Gastronomie durable 3 minutes 20 octobre 2022

ONE (Roermond, Pays-Bas), quand Edwin Soumang conjugue créativité et durabilité

Grâce à ses étoiles vertes et à sa collaboration avec illycaffè, le Guide MICHELIN met en lumière le parcours de restaurants qui s’impliquent fortement en faveur de l’environnement. Le restaurant ONE à Roermond aux Pays-Bas en est un bel exemple. Nous vous racontons comment le potager d’Edwin Soumang a emprunté la voie durable.

« Nous faisions des petits chocolats pour la maison de retraite »

Vonnas. Londres. Ibiza. Australie. Canada. Zwolle. Jeune chef, Edwin Soumang a parcouru le monde entier pour affiner son art culinaire. C’est à la maison qu’est née sa passion pour les bonnes choses. Son père était chef-pâtissier, mais une allergie à la farine l’a détourné de sa vocation première et poussé à réaliser des petits chocolats à la maison. À Pâques, le jeune Edwin l’aidait à confectionner des œufs, notamment pour la maison de retraite voisine. Mais il ne se voyait pas devenir boulanger ni chocolatier, la cuisine étant sa passion initiale. Son ambition le mena à travers le monde. Après Der Bloasbalg à Wahlwiller, passage chez Georges Blanc. Un an et demi plus tard, ce fut Le Gavroche. Puis un restaurant italien touristique en Australie, la cuisine d’une île de luxe privée à Ibiza et un chalet haut de gamme à Vancouver. Le monde était le terrain de jeu d’Edwin Soumang.
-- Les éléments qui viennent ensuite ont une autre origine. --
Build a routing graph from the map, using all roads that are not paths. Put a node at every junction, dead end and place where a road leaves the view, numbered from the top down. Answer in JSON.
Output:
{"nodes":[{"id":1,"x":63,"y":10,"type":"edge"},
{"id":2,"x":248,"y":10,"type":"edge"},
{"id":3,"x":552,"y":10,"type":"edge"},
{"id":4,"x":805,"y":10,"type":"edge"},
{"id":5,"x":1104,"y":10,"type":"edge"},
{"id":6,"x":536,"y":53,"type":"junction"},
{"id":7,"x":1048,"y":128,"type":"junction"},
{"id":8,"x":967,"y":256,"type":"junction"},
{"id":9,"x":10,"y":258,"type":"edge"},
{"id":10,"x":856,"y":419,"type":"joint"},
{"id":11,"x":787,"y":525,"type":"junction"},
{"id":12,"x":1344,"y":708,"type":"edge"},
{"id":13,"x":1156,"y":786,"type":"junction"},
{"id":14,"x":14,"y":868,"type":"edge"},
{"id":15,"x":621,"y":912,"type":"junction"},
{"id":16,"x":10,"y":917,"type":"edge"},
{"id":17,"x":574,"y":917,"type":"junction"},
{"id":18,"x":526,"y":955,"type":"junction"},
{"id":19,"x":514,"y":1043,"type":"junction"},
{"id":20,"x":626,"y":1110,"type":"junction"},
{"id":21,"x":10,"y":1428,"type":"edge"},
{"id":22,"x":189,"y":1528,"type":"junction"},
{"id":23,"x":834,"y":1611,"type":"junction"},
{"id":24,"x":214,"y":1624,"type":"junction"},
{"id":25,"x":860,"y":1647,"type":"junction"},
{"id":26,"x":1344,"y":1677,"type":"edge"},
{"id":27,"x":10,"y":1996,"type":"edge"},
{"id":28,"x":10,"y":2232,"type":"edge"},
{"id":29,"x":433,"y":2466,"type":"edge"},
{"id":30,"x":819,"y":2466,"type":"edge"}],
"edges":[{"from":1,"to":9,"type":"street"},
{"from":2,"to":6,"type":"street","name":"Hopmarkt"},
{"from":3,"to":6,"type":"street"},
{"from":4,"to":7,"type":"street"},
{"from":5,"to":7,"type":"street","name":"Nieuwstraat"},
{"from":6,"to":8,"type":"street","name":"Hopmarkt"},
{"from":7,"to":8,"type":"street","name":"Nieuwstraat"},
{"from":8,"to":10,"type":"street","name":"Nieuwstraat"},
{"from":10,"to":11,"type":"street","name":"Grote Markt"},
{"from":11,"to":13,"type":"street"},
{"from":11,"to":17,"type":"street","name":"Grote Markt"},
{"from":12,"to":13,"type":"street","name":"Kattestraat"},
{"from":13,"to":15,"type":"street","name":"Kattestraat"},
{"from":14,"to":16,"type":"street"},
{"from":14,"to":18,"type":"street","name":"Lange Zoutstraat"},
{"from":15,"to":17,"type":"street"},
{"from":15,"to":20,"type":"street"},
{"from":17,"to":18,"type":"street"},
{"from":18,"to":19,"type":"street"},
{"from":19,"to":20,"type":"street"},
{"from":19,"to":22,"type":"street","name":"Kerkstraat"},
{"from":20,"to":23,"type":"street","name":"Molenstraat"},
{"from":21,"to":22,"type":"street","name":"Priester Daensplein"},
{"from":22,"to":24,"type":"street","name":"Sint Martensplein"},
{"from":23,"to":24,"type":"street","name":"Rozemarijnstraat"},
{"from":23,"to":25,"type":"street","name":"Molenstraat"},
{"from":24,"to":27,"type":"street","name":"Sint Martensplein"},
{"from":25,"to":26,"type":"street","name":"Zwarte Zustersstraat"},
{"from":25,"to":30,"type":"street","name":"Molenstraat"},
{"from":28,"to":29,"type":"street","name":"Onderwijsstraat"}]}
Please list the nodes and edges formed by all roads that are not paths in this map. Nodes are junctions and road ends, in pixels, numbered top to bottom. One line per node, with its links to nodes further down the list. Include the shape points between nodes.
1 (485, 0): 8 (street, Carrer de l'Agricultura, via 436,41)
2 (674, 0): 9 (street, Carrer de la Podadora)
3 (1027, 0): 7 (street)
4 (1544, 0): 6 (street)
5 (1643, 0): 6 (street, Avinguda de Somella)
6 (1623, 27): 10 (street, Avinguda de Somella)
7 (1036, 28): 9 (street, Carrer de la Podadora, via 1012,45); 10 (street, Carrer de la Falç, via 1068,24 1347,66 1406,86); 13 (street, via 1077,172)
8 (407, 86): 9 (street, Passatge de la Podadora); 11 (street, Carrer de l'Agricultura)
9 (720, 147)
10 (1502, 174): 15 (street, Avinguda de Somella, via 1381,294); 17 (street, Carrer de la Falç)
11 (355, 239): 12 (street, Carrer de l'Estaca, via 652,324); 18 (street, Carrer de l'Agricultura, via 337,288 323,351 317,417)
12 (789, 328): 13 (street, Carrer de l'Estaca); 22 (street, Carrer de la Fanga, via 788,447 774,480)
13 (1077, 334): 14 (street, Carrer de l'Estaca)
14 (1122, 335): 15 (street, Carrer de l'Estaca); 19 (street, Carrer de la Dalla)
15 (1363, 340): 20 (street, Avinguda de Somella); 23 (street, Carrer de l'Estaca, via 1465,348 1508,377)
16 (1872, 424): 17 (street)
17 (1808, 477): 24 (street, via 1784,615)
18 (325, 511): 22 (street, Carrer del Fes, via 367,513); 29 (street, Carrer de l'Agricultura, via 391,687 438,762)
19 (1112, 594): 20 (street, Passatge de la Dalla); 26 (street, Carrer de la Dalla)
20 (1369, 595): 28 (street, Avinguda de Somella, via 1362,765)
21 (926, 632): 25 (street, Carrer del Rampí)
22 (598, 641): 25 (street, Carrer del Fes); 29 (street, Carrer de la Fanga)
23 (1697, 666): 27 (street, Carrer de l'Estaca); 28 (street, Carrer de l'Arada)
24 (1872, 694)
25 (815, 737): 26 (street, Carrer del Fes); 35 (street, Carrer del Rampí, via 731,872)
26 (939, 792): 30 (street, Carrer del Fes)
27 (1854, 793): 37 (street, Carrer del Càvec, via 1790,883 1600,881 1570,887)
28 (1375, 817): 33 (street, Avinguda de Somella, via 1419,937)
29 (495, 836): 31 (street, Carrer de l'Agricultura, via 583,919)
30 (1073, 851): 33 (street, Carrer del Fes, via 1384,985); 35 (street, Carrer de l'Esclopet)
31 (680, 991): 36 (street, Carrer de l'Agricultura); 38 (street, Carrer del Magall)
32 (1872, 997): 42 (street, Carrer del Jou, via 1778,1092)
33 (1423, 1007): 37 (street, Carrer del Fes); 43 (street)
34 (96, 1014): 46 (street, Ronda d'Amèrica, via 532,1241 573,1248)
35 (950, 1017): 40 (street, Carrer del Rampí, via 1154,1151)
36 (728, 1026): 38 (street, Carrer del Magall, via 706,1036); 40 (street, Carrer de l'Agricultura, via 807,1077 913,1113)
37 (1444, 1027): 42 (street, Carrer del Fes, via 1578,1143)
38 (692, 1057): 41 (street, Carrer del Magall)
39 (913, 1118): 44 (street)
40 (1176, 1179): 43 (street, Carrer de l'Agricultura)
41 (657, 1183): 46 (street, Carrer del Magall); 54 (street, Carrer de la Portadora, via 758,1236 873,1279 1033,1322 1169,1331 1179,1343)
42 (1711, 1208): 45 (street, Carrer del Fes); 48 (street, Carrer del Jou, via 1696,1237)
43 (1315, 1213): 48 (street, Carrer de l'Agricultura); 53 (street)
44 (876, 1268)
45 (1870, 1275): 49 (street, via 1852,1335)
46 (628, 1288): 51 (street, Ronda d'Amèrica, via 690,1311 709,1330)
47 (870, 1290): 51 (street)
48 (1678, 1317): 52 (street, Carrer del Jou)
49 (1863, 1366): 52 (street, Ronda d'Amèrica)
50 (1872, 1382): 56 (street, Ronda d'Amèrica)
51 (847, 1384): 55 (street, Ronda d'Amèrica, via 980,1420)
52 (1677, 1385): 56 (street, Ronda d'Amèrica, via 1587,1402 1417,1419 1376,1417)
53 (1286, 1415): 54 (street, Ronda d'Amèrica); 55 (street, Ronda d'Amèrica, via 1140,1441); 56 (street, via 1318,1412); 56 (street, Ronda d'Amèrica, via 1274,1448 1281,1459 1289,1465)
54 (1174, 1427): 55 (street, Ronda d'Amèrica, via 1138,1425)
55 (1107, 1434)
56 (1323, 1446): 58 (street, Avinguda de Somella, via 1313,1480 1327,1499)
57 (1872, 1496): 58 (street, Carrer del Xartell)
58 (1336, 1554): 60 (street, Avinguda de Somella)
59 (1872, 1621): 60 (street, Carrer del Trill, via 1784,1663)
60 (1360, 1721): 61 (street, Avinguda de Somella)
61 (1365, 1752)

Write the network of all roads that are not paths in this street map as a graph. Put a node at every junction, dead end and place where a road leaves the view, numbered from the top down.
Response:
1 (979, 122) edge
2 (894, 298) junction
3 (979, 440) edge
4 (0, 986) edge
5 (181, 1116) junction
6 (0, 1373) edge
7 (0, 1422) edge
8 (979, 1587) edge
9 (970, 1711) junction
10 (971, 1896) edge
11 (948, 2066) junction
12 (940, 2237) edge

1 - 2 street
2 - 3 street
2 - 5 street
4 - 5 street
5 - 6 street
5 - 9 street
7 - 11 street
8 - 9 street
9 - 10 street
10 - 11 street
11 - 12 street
Edwin Soumang ©Hugo Thomassen
Edwin Soumang ©Hugo Thomassen
« On n’apprend pas uniquement dans les grandes maisons »

Le chef limbourgeois n’a oublié aucun des établissements où il a travaillé. La passion italienne de son patron en Australie, la discipline militaire et la rigueur classique du Gavroche, l’ouverture d’esprit et l’innovation de Jonnie Boer à De Librije. Chaque expérience constitue une pièce du puzzle de sa cuisine actuelle. En 2007, le chef Soumang ouvre le restaurant ONE avec sa partenaire et sommelière Bethany DeLong, rencontrée, quoi de plus naturel, lors de l’un de ses nombreux voyages. En 2012 ils déménagent dans leur bâtiment actuel, l’ancienne industrie ECI, en lisière du centre-ville de Roermond. La plantation de quelques bacs de plantes aromatiques ouvre la voie à une démarche durable qui définit aujourd’hui la direction du restaurant ONE.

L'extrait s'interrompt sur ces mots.